● TASK OBJECTIVE
Could you copy out every line of the data where the word "roads" occurs?

● RAW DATA
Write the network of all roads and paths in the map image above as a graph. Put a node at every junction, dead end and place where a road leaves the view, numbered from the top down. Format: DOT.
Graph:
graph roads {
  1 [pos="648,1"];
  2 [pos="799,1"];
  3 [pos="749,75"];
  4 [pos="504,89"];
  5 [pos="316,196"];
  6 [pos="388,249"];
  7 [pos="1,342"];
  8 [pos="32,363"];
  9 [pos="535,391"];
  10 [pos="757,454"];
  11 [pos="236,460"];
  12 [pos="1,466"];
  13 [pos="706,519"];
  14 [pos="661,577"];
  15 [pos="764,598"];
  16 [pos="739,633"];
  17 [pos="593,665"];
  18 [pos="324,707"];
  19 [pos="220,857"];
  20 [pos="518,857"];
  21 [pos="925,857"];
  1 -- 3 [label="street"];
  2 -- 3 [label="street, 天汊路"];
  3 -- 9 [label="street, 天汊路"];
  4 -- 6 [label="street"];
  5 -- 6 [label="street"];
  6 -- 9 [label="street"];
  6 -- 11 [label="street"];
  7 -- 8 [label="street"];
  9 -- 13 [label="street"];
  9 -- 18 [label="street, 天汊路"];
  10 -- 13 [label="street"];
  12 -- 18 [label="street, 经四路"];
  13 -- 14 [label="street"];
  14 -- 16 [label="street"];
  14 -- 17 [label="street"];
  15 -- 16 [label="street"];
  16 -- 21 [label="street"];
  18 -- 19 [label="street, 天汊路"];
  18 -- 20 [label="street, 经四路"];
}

● OUTPUT
Write the network of all roads and paths in the map image above as a graph. Put a node at every junction, dead end and place where a road leaves the view, numbered from the top down. Format: DOT.
graph roads {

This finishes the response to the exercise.